Two New Restaurants by Iron Chef Masaharu Morimoto Opening in Waikīkī Soon
Morimoto Asia Waikīkī is slated to open in February, with Momosan Waikīkī to follow.
Chef Masaharu Morimoto in his new restaurant, Morimoto Asia Waikīkī, which is slated to open on Feb. 15.
Photo: David Croxford
Dressed in a sweater, white shorts and super-clean sneakers, chef Masaharu Morimoto holds up a whole roast duck made of plastic.
“Made in Japan,” explains the Iron Chef, adding that these ducks—he’s got 10 of them—cost $400 each. “Looks good, yeah?”
The fake ducks will be hanging in a showcase near the glass-encased exhibition kitchen of his new restaurant, Morimoto Asia Waikīkī, which is slated to open on Feb. 15.
The menu will feature, in fact, real Peking duck, along with other globally inspired creations, from Thai lobster chow fun to wok-fried kung pao chicken. The 250-seat restaurant, located on the second floor of the new Alohilani Resort Waikīkī Beach, will serve as the hotel’s signature restaurant. Downstairs from Morimoto Asia will be Momosan Waikīkī, a more casual restaurant by Morimoto that focuses on noodles, small plates and yakitori, with an outdoor beer garden with signature sake, wine and local craft beers. There’s no date set for the opening of Momosan.
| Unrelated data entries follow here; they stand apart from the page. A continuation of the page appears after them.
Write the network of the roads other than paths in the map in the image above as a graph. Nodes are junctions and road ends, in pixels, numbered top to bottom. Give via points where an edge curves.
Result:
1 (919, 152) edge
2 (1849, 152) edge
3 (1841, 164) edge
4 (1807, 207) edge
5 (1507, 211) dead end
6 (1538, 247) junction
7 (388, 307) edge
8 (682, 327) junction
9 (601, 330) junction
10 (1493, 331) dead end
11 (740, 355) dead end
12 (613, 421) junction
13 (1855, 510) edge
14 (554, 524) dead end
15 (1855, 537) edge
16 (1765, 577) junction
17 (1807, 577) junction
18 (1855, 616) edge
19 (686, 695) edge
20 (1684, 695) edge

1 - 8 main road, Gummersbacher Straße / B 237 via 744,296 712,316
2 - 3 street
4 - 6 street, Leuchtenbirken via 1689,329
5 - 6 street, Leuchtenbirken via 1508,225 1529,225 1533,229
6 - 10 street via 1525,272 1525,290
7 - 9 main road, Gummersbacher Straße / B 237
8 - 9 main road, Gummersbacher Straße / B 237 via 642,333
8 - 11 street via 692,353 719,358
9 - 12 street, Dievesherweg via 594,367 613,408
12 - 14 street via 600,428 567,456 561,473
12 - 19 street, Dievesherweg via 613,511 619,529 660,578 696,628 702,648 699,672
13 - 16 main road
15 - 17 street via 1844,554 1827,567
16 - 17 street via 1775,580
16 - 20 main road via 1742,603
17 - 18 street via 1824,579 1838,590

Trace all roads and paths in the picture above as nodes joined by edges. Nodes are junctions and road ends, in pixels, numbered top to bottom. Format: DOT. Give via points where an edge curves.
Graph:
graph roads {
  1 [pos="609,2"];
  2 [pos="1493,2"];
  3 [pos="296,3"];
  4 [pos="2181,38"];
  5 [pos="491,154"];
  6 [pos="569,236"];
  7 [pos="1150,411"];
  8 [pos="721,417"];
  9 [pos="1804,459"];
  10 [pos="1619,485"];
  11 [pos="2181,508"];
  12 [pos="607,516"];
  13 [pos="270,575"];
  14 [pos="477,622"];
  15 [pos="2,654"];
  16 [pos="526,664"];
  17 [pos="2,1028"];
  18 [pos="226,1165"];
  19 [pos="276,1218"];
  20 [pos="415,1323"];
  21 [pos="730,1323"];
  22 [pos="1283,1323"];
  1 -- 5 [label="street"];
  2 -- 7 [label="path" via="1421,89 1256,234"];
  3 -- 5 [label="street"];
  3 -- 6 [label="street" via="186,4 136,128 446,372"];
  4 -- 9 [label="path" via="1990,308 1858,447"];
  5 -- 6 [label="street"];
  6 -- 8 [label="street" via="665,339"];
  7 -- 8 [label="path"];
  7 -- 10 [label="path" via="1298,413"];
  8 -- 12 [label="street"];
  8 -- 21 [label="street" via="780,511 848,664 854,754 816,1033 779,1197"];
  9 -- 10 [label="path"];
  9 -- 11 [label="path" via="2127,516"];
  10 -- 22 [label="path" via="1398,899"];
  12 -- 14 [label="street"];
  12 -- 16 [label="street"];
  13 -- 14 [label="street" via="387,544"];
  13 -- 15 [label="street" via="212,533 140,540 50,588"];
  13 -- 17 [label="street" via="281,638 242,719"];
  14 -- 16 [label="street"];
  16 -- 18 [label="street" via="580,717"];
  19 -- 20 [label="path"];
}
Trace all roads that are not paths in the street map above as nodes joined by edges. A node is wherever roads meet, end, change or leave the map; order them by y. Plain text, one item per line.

Inside Morimoto Asia Waikīkī in the newly renovated Alohilani Resort Waikīkī Beach.
Photos: Courtesy of Evan Sung
One of the more popular starters at Morimoto Asia in Orlando, the tuna pizza is an example of the kind of fusion dishes Morimoto wants to bring to Honolulu. This dish features ʻahi sashimi on a crispy tortilla with tomatoes, jalapeño peppers and anchovy aioli.
The house-roasted duck, a popular item on the menu at Morimoto asia in Orlando, will be served in Waikīkī, too.
The sticky ribs, once on the seasonal menu at Morimoto Waikīkī at The Modern, will be part of the dinner lineup.
The space for Morimoto Asia, converted from a 24 Hour Fitness gym, is stunning, with panoramic views of Kūhiō Beach and Kalākaua Avenue. Sprawling over 10,000 square feet facing the ocean, the restaurant has both indoor and patio dining areas, with design elements taken from Morimoto’s travels throughout Asia. For example, the interior has an elegant Balinese feel with beams that resemble driftwood. It’s striking.
The restaurant has been a long time coming: It was three years ago that Morimoto and the hotel first discussed opening a restaurant there. Morimoto was still running his namesake restaurant at The Modern Honolulu at the time. (He closed that restaurant in December 2016 after six years.) There have been delays in permitting and construction.
“We try to open [here] very quickly,” Morimoto says. “But we don’t want to rush to open before we’re ready.”
Momosan Waikīkī, located downstairs from Morimoto Asia Waikīkī, will focus more on noodles, yakitori and pūpū.
The restaurant hasn’t released the menu yet, but some of the fusion dishes, taken from the original Morimoto Asia that opened in Walt Disney World in September 2015, will be served here, too—in particular, the house-roasted whole duck, spare ribs with a hoisin-sweet-chili glaze and Korean barbecue kalbi. There will even be a dim sum cart rolling around the dining room during dinner service.
“I try to make something interesting from all over Asia,” says the Hiroshima-born chef, who has traveled extensively throughout Japan, China, Thailand and Taiwan.
Both restaurants anchor the hotel, formerly the Pacific Beach Hotel, which completed a $115 million renovation this year. The resort boasts a saltwater infinity pool, a pool bar and tiered day beds, and a 280,000-gallon lobby oceanarium teeming with more than 1,000 protected marine life.